= Angela Jia Kim =

American classical pianist

Angela Jia Kim (born in East Lansing, Michigan) is an American classical pianist.

Kim grew up in Ames, Iowa. Her mother was her first piano teacher, but she later studied at the Eastman School of Music. She received intensive coaching from Sergei Babayan, and her other teachers include Marc Durand, Lee Kum-Sing, Barry Snyder, Chiu-Ling Lin, and her mother Hannah Kim. Her great uncle was Kim Yong-shik, the South Korean ambassador to the United States under the Carter and Reagan administrations. Her grandfather was Kim Yong-ik, the celebrated writer who moved to the United States in 1948.
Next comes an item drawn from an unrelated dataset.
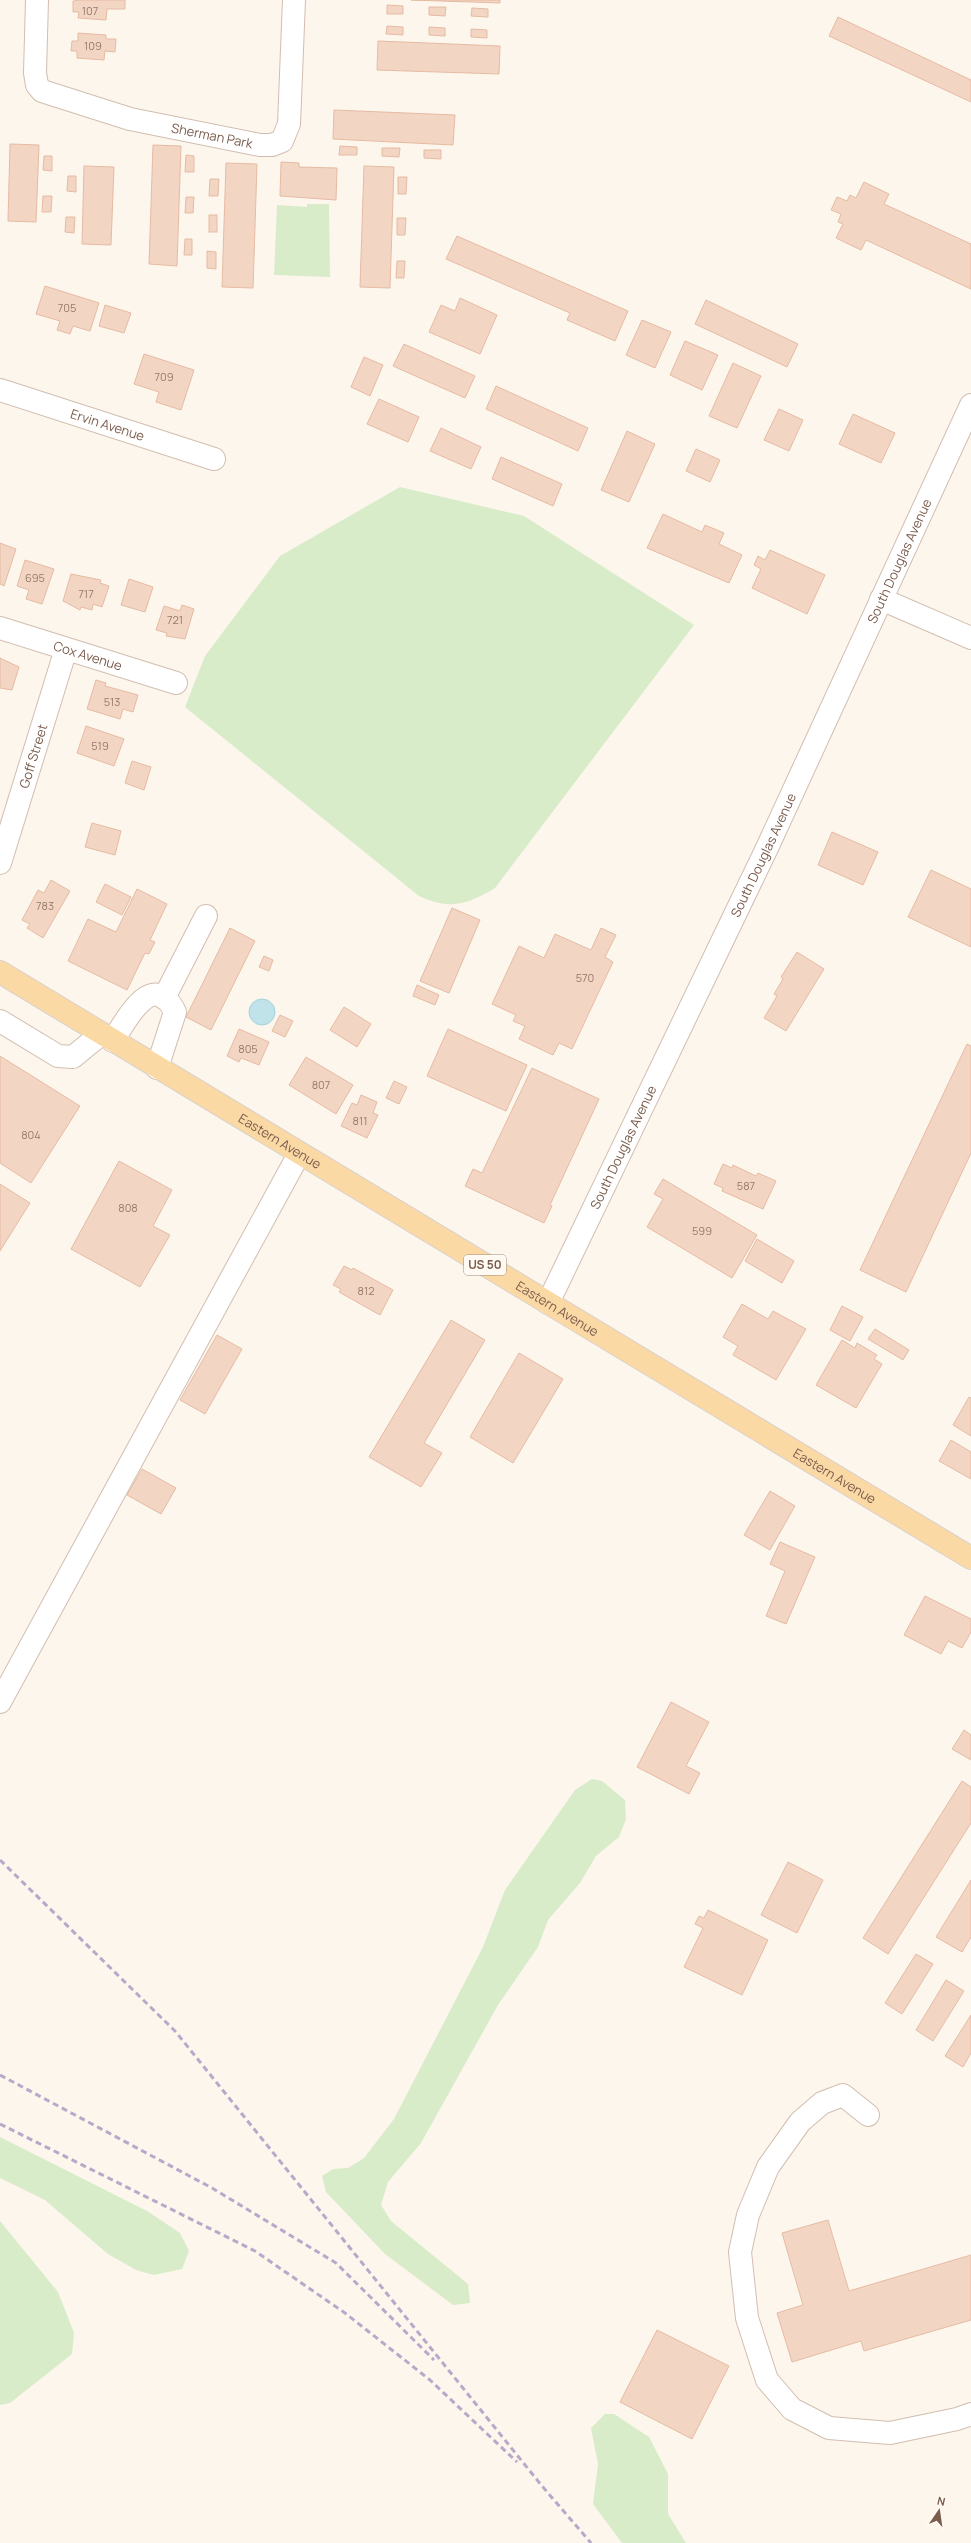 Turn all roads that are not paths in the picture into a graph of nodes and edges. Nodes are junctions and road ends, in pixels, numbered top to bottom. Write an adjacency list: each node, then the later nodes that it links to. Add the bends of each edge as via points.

Kim won her first performance prizes at age four and made her orchestral debut with the Des Moines Symphony at the age of 15. She has toured the United States and Europe as soloist and chamber musician. She has won the 1991 grand prize at the Mozart Festival Competition in Illinois, as well as the 1997 award for Best Interpretation of French Music by the French Piano Institute in Paris.

In 2001, Kim recorded Scriabin, Mozart, Schubert, and Ravel for her debut album, Dances and Fantasies. In 2005, she recorded her second album, From Vienna to Paris, which includes Ravel, Schubert, Haydn, and Schumann.

She currently resides in Manhattan, New York, with her husband, Mark and her daughter, Sienna.